# What is required:
Return the lines below that carry the word "dead".

# Data records:
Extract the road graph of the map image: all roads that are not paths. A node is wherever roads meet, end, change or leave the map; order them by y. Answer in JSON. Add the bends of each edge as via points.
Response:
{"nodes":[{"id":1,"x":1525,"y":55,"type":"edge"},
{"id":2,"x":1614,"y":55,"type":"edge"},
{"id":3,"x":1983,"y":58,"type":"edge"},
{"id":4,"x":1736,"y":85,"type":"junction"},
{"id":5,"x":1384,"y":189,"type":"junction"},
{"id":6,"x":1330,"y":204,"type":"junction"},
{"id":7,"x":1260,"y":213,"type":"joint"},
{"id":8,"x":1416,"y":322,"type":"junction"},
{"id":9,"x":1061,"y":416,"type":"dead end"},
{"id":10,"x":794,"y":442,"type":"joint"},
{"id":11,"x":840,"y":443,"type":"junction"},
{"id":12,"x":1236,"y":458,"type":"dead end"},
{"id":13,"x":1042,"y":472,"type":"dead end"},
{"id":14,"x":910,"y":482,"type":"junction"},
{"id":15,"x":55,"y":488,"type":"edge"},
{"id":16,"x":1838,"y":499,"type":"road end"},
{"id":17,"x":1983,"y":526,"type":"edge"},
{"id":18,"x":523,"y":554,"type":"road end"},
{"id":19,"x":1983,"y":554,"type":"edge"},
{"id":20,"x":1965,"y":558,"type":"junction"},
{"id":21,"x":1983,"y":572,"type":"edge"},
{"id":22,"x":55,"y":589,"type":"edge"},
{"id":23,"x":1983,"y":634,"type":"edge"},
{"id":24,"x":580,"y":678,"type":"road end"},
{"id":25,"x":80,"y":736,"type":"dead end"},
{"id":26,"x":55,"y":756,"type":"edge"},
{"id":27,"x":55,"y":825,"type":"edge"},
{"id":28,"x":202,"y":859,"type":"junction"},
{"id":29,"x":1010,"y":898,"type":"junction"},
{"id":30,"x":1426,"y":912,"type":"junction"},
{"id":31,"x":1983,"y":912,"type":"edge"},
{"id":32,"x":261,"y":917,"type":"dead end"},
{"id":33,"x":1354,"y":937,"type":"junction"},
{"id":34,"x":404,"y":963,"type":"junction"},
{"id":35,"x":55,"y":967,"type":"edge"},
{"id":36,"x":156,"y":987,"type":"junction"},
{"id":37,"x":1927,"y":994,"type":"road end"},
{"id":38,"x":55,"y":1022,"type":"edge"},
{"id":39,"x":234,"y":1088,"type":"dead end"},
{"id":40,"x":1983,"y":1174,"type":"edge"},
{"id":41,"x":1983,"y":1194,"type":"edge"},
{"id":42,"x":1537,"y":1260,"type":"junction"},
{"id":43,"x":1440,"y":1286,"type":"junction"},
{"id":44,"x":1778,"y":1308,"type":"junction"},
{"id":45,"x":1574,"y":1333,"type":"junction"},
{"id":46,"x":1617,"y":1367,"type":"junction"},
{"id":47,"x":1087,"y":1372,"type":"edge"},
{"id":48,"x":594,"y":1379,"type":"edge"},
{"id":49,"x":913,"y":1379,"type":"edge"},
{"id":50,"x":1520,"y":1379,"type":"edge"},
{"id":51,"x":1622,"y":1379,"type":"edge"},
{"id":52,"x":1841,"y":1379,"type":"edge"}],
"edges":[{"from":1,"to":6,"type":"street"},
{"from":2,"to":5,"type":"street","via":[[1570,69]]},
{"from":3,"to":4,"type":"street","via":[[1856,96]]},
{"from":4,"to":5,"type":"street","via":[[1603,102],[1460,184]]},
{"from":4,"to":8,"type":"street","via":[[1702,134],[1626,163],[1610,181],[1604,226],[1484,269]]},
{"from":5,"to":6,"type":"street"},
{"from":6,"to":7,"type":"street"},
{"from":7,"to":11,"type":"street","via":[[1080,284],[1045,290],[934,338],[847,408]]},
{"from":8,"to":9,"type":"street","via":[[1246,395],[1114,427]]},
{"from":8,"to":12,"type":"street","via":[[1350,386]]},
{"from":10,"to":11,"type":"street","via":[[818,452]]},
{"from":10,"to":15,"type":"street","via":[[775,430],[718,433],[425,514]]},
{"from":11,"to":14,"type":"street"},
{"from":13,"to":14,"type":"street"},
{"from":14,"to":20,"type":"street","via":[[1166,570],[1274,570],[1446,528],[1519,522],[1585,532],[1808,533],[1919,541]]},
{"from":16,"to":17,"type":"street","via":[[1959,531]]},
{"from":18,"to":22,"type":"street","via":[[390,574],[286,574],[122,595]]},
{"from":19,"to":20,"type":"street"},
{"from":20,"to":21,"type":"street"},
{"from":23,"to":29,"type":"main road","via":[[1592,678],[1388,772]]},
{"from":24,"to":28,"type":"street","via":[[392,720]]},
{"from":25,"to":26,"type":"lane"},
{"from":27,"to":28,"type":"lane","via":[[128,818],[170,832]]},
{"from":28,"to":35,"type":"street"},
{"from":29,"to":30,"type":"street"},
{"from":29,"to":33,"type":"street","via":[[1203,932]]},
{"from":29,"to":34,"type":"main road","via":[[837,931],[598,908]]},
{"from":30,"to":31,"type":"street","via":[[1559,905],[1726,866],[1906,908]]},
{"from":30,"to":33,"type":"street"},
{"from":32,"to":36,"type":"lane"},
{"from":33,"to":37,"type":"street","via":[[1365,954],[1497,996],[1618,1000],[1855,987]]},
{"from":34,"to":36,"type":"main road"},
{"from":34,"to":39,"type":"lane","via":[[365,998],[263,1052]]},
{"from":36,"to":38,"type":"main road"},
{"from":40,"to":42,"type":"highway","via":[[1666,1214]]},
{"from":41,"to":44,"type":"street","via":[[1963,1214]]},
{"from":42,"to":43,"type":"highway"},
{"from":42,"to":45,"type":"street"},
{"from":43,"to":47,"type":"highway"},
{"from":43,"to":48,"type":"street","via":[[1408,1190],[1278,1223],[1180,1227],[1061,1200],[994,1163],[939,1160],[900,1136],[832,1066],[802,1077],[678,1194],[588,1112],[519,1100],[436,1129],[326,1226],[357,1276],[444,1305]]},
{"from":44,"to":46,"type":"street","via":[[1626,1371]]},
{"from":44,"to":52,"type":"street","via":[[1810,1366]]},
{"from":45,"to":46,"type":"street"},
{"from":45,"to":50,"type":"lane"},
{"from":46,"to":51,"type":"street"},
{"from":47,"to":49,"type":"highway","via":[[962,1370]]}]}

# Expected answer:
{"id":9,"x":1061,"y":416,"type":"dead end"},
{"id":12,"x":1236,"y":458,"type":"dead end"},
{"id":13,"x":1042,"y":472,"type":"dead end"},
{"id":25,"x":80,"y":736,"type":"dead end"},
{"id":32,"x":261,"y":917,"type":"dead end"},
{"id":39,"x":234,"y":1088,"type":"dead end"},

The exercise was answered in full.